- [EXERCISE AIM] Return only the line containing "middle pip: (451, 269)" and each line after it, exactly as written, through the end of the records.

[Source records]
======

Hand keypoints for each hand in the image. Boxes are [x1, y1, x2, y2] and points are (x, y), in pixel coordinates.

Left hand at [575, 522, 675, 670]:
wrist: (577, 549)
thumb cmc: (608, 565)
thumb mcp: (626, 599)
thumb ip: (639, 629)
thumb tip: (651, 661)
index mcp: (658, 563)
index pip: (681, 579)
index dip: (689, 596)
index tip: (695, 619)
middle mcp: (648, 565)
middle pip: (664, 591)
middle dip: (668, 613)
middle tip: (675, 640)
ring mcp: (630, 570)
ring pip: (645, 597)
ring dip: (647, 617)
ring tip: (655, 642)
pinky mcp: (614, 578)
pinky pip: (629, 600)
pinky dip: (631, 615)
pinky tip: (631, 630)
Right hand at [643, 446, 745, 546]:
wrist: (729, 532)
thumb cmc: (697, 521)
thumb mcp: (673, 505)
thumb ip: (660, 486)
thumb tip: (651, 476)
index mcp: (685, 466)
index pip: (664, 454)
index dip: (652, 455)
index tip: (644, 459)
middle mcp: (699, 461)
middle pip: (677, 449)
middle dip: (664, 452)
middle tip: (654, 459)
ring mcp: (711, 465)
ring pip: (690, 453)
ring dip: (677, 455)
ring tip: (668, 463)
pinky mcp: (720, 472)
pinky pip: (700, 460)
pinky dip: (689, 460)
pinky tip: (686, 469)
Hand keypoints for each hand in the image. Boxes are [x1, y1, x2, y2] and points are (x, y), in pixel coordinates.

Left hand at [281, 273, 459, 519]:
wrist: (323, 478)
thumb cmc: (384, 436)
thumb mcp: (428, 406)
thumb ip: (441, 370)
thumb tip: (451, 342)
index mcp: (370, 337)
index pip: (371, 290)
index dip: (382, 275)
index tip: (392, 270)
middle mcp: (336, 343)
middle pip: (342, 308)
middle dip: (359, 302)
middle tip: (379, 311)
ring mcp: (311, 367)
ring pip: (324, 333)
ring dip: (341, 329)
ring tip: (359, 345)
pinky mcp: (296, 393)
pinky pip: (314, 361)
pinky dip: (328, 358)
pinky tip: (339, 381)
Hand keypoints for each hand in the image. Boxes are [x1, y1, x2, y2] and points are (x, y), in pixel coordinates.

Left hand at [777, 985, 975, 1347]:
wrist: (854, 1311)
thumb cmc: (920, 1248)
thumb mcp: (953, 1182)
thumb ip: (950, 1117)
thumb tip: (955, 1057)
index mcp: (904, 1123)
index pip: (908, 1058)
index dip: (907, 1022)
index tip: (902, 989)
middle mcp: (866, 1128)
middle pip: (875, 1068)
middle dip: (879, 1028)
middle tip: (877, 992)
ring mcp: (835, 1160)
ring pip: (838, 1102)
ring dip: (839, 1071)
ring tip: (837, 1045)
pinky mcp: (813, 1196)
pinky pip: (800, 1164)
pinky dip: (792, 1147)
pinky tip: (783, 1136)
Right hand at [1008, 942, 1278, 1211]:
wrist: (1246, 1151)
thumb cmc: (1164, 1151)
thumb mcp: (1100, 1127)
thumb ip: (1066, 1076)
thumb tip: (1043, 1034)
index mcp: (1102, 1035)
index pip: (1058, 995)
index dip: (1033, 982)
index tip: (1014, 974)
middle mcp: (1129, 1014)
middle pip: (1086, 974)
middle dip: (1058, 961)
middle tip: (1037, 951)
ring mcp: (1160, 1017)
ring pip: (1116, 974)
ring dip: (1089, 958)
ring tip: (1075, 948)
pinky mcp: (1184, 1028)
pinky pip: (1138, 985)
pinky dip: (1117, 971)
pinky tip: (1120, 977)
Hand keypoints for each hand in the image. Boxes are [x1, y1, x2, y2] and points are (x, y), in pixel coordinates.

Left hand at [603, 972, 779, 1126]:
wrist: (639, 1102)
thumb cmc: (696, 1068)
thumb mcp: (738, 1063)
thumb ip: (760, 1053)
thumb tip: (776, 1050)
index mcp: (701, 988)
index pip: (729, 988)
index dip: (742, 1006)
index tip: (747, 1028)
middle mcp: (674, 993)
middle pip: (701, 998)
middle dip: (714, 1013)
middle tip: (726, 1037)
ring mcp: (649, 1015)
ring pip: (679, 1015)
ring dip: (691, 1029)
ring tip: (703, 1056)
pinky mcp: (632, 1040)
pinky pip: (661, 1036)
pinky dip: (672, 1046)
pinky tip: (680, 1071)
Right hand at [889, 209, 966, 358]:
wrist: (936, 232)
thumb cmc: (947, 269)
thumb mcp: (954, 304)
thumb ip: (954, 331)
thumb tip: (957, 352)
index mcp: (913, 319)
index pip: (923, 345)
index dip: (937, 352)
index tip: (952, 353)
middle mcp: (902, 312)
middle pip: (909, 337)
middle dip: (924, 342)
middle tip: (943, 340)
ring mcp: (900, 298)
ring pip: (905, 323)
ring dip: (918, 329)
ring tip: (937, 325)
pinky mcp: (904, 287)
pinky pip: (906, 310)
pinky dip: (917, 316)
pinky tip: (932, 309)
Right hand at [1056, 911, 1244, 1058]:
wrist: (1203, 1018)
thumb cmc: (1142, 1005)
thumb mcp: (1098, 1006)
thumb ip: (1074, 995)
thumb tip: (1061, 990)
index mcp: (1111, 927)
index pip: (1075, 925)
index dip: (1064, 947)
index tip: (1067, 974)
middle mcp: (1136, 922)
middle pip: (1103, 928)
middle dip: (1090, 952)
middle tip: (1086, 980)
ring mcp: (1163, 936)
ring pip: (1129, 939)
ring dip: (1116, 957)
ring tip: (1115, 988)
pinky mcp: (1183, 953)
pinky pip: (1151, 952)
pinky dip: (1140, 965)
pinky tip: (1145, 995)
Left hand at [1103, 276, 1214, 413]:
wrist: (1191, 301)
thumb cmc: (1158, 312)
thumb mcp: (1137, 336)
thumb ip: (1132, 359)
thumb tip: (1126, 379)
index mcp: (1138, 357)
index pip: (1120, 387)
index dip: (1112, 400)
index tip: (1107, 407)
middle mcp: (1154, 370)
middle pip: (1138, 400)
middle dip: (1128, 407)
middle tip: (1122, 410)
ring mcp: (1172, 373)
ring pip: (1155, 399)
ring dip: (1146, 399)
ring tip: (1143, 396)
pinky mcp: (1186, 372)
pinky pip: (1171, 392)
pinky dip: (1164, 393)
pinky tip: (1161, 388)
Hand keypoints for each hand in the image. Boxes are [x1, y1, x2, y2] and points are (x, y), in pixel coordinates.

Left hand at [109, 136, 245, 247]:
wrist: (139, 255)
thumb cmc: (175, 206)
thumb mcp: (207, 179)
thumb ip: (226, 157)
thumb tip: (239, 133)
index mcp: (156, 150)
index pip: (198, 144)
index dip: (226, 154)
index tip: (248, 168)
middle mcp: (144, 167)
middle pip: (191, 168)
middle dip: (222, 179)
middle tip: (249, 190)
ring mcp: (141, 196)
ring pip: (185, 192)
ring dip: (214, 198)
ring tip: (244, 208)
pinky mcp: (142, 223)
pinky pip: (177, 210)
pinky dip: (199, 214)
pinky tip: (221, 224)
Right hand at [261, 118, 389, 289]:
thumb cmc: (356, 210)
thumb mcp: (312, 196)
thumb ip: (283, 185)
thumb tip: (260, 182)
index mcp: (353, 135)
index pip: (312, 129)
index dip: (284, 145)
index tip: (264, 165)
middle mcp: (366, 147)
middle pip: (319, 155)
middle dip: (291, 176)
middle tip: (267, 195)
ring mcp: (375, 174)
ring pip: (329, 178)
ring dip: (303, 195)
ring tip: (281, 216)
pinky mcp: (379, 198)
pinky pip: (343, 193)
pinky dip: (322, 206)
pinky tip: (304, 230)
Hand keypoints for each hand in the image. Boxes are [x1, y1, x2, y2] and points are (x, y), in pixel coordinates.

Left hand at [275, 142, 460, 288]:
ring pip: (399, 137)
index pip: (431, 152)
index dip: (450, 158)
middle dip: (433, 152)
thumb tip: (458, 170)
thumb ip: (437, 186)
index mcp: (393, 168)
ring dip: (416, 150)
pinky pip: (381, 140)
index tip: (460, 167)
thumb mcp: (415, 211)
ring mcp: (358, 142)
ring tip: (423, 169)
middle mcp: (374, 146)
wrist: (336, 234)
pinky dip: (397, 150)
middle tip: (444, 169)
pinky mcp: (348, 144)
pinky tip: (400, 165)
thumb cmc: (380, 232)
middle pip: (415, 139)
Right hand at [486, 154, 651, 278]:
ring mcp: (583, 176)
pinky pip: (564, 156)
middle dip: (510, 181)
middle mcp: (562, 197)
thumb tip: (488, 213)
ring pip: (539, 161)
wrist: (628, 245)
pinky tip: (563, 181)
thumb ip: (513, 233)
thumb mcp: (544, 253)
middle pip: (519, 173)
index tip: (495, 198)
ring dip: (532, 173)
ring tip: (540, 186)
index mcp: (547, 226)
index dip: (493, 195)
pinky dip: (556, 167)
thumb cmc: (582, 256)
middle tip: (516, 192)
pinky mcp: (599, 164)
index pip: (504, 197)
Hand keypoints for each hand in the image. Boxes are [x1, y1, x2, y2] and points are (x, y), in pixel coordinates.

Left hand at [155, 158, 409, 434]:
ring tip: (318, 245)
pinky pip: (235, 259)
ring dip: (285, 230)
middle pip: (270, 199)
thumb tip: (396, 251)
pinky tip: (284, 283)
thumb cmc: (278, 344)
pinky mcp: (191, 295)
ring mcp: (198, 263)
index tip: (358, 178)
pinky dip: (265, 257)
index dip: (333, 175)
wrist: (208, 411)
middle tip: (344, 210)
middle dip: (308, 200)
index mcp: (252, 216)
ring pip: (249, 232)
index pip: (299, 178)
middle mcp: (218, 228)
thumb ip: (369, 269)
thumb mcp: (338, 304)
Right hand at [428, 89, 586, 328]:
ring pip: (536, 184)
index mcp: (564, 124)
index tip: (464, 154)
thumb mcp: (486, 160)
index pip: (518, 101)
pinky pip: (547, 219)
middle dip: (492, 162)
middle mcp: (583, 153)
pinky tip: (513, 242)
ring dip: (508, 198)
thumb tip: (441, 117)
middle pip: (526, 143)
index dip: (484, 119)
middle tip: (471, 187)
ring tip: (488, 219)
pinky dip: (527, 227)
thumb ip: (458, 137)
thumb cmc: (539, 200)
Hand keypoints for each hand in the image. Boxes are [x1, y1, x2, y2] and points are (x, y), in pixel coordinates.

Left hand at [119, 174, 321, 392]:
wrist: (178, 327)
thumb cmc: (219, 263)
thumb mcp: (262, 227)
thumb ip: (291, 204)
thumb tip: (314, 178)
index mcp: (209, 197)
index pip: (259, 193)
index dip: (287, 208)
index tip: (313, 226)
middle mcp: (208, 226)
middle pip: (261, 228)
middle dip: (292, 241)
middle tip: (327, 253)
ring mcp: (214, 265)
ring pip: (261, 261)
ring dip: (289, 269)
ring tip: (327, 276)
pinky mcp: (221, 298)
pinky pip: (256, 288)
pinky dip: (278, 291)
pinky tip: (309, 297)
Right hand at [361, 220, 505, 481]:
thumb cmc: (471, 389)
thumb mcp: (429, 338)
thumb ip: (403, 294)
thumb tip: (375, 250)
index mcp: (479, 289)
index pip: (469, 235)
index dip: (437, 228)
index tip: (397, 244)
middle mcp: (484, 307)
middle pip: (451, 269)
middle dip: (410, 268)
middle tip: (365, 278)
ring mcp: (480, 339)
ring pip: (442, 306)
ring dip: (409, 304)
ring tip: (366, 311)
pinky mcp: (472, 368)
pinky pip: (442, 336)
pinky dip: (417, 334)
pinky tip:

======

- [WRITTEN RESPONSE]
middle pip: (451, 269)
middle dip: (410, 268)
middle tip: (365, 278)
ring mcp: (480, 339)
ring pip: (442, 306)
ring dip: (409, 304)
ring tip: (366, 311)
pinky mcp: (472, 368)
pinky pip: (442, 336)
pinky dip: (417, 334)
pinky tip:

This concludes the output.